Es el febrero cuando el tiempo se detienen para celebrar los 425 años de una devoción que forma parte, digan algunos lo que quieran, del ADN de cada murciano. Me refiero a la devoción que Murcia siempre le tuvo y le tiene a Nuestro Padre Jesús Nazareno y a la cofradía morá del mismo nombre.
Este jueves, curiosamente, traen a la Morenica desde su atalaya del monte cumpliendo con el rito antiguo de volver a su casa en Cuaresma. Y el destino, ciempre caprichoso, ha querido que este 2026 se encuentre con su Hijo. Aunque, en realidad, tampoco es tan excepcional si tiramos de historia.
Ya ha ocurrido en muchas ocasiones, pongo por caso aquél 5 de marzo de 2016 con motivo el Año Jubilar de la Misericordia. Desde que en marzo de 2020 estallara la pandemia del Covid, por citar otro, la Morenica permaneció en la Catedral. Hasta que retornó a su santuario en marzo de 2022. En aquella ocasión, también se cruzó en las calles murcianas con Nuestro Padre Jesús. Y también, por cierto, con el Cristo de la Salud y del Rescate, ahí es nada.
Este viernes por la tarde, a partir de las 18.30 horas, se repetirá la historia cuando las sombras empiecen a alargarse sobre la fachada de la Iglesia de Jesús, el portón se abrirá no para una mañana de Viernes Santo, sino para un traslado, una salida excepcional, que sabrá a aniversario y a gloria. Nuestro Padre Jesús Nazareno, el titular, el que tiene la mirada que todo lo consuela, cruzará el umbral para dirigirse a la Catedral. Allí llegará en torno a las 20.30 horas.
Se espera una concurrencia máxima. Ya lo decía con esa mezcla de asombro y devoción el gran José Martínez Tornel, cuando en las páginas de su Diario de Murcia sentenciaba aquello de que: «El Nazareno de Jesús es en Murcia más que una imagen; es una institución, es una familia, es una parte del alma colectiva que sale a la calle para recordarnos quiénes somos».
Y hoy, en pleno siglo XXI, esa frase cobra una vigencia que sorprende.
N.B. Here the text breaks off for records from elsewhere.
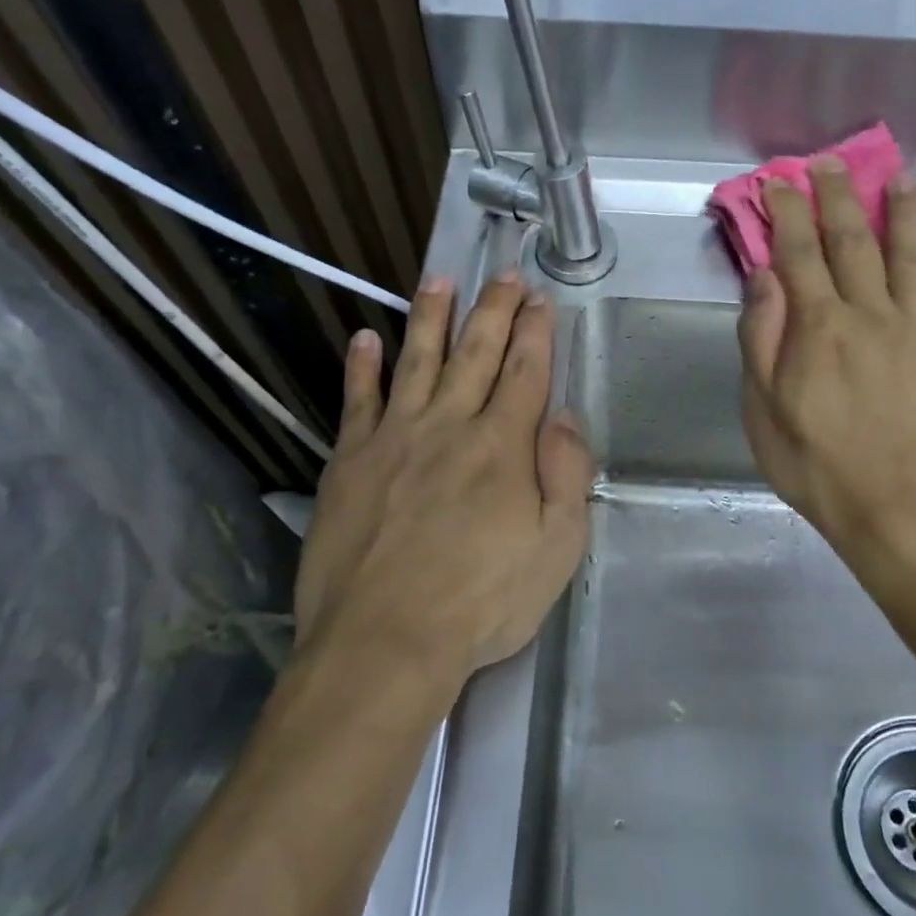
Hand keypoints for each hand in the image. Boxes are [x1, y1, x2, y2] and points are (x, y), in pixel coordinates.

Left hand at [295, 275, 593, 694]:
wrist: (385, 640)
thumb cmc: (482, 602)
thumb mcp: (557, 549)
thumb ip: (566, 474)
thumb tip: (564, 416)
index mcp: (503, 446)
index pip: (525, 372)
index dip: (535, 332)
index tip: (540, 298)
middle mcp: (449, 426)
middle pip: (475, 353)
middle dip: (494, 309)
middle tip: (503, 274)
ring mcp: (394, 438)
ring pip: (416, 361)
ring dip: (430, 318)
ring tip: (439, 280)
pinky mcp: (349, 461)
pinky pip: (357, 401)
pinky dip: (362, 367)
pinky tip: (365, 338)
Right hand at [737, 158, 915, 586]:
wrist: (897, 508)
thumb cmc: (816, 464)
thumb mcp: (763, 410)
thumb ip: (763, 338)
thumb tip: (764, 277)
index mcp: (818, 327)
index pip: (798, 253)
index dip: (788, 213)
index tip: (779, 183)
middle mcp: (870, 314)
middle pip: (853, 242)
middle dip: (837, 197)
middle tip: (828, 164)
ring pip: (910, 254)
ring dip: (900, 211)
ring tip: (897, 176)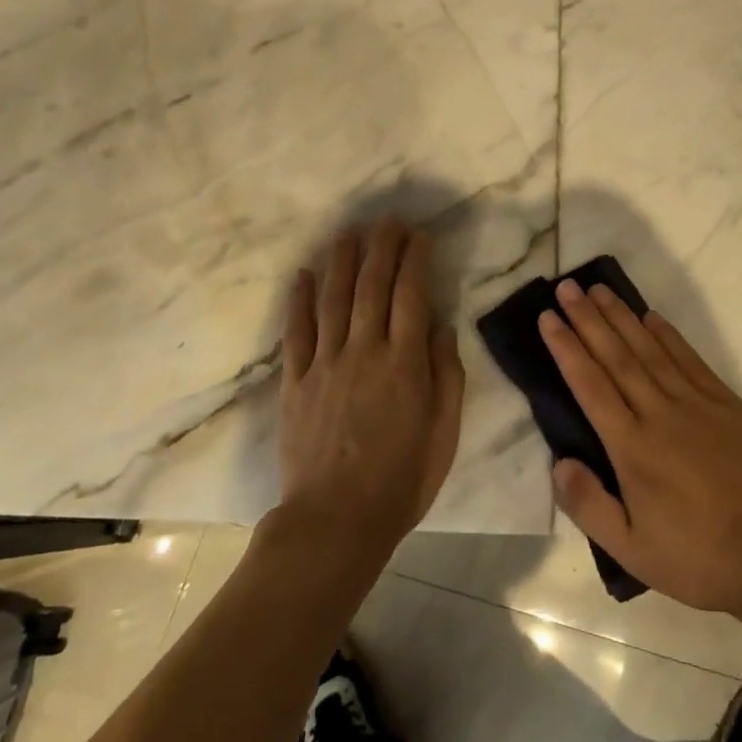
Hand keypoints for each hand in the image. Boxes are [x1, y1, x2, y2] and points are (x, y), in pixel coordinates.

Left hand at [278, 219, 464, 564]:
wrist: (335, 521)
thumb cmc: (401, 480)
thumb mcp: (444, 432)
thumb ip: (446, 374)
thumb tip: (441, 325)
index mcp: (405, 362)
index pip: (412, 294)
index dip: (415, 259)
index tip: (419, 235)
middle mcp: (365, 350)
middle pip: (372, 286)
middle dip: (381, 247)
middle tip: (387, 219)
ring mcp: (325, 363)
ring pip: (334, 298)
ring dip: (342, 260)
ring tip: (348, 232)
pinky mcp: (295, 381)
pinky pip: (296, 332)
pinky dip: (298, 300)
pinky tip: (302, 274)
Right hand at [541, 280, 741, 621]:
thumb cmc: (696, 557)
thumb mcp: (631, 551)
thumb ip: (589, 506)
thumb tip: (558, 461)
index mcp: (632, 447)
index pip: (590, 384)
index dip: (566, 347)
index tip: (547, 317)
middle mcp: (659, 413)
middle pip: (616, 356)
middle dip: (587, 318)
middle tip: (566, 286)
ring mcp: (695, 403)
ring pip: (649, 349)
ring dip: (621, 316)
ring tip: (598, 289)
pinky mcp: (725, 403)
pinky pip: (689, 358)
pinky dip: (667, 334)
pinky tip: (650, 316)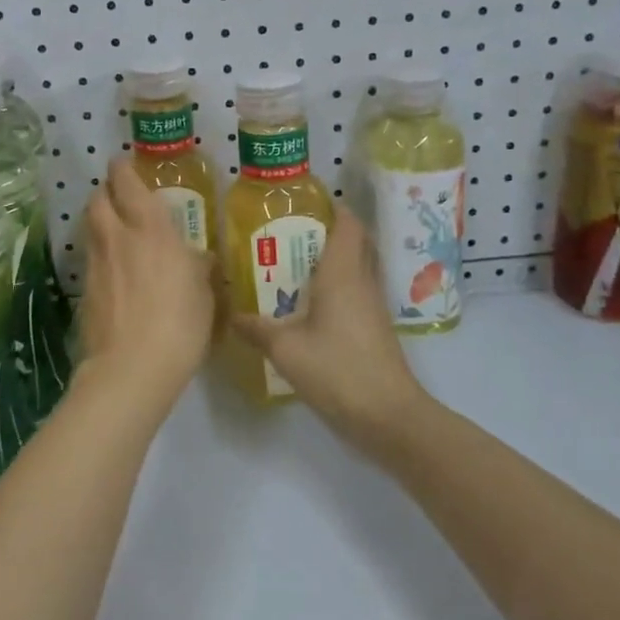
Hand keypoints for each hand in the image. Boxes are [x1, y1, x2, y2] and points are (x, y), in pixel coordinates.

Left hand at [77, 157, 216, 410]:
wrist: (131, 368)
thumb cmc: (180, 324)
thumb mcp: (204, 294)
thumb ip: (199, 268)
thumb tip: (201, 258)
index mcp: (150, 229)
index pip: (127, 183)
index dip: (122, 169)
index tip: (124, 163)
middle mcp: (117, 237)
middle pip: (97, 199)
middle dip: (106, 192)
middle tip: (120, 197)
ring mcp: (96, 264)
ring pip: (90, 227)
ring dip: (99, 221)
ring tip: (116, 231)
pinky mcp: (84, 291)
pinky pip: (90, 259)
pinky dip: (99, 255)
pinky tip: (114, 271)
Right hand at [229, 207, 427, 448]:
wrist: (387, 415)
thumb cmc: (338, 370)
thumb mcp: (286, 349)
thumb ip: (257, 328)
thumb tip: (231, 314)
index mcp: (343, 273)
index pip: (349, 223)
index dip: (332, 207)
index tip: (303, 204)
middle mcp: (362, 281)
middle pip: (355, 240)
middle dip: (328, 230)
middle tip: (291, 233)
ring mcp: (373, 305)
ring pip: (358, 266)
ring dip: (333, 258)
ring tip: (294, 263)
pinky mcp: (376, 326)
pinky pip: (357, 290)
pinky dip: (338, 284)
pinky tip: (311, 302)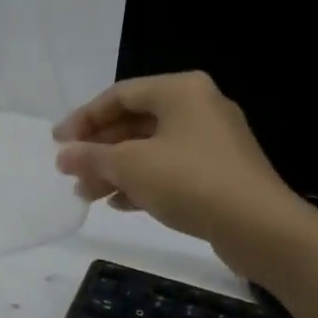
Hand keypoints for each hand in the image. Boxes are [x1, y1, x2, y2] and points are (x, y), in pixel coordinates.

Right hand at [53, 71, 317, 283]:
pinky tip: (120, 204)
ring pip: (151, 148)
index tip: (58, 144)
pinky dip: (143, 181)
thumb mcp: (130, 166)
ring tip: (88, 194)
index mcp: (180, 90)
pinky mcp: (221, 172)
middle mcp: (199, 107)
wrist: (260, 227)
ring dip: (116, 169)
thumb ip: (91, 157)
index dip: (83, 119)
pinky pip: (171, 168)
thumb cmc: (190, 181)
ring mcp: (213, 140)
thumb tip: (64, 156)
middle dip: (99, 149)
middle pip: (135, 122)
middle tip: (71, 172)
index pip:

Ver al Nazareno por las calles en febrero es un pellizco en el alma. Es ver la túnica morada recortarse contra un cielo que aún no es de primavera, pero que ya lo parece. Y lo hará rodeado de sus mayordomos, de esos nazarenos que custodian el tesoro más grande de la Plaza de San Agustín, para conmemorar que hace cuatro siglos y cuarto alguien decidió que esta ciudad necesitaba ese faro de fe.
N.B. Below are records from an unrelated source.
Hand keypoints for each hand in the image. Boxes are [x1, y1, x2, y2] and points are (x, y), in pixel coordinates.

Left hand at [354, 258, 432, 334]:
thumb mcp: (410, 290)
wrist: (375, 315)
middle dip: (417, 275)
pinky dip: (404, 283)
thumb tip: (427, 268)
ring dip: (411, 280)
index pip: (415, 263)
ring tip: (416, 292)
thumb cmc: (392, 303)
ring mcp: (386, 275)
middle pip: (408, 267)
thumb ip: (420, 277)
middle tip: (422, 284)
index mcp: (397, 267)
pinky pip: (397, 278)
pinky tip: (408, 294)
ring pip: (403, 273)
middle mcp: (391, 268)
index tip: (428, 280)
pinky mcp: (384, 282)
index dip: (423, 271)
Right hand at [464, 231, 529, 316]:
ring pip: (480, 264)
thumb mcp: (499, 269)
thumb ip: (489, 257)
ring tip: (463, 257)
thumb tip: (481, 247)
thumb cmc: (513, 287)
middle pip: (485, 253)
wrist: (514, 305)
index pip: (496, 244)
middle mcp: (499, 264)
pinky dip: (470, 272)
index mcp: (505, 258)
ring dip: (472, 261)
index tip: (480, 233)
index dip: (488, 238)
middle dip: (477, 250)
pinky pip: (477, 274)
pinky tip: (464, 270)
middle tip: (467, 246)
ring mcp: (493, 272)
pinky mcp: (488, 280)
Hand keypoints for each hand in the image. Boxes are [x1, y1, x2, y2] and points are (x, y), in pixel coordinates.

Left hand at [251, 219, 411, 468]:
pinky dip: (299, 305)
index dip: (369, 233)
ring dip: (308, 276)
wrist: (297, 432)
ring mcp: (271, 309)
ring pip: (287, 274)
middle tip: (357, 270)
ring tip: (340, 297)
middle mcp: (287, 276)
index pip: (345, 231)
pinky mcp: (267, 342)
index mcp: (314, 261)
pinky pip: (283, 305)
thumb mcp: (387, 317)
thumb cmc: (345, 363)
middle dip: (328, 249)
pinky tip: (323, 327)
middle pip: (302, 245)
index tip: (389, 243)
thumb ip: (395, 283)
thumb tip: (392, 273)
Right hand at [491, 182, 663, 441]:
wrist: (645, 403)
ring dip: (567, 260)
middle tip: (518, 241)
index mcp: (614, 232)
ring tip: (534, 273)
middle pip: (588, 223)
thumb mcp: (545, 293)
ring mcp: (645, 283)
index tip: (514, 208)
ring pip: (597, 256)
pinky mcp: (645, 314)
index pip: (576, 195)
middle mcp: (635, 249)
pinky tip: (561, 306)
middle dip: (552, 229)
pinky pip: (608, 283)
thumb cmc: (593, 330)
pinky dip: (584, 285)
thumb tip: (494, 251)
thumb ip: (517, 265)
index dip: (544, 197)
Pero busquen, busquen el momento en que el Nazareno cruce el dintel de la Catedral. Allí, bajo las bóvedas góticas, se producirá el encuentro de los dos amores de Murcia. Por un lado, la Fuensanta; por otro, el llamado Protector de Murcia. De hecho, ambas imágenes han protagonizado decenas de rogativas para implorar que lloviera o que dejara de hacerlo, para espantar plagas y epidemias y en tantas otras trágicas situaciones,.
Como bien recordaba Tornel, «Murcia no tiene más que dos fechas en su corazón: cuando baja la Virgen y cuando sale el Nazareno».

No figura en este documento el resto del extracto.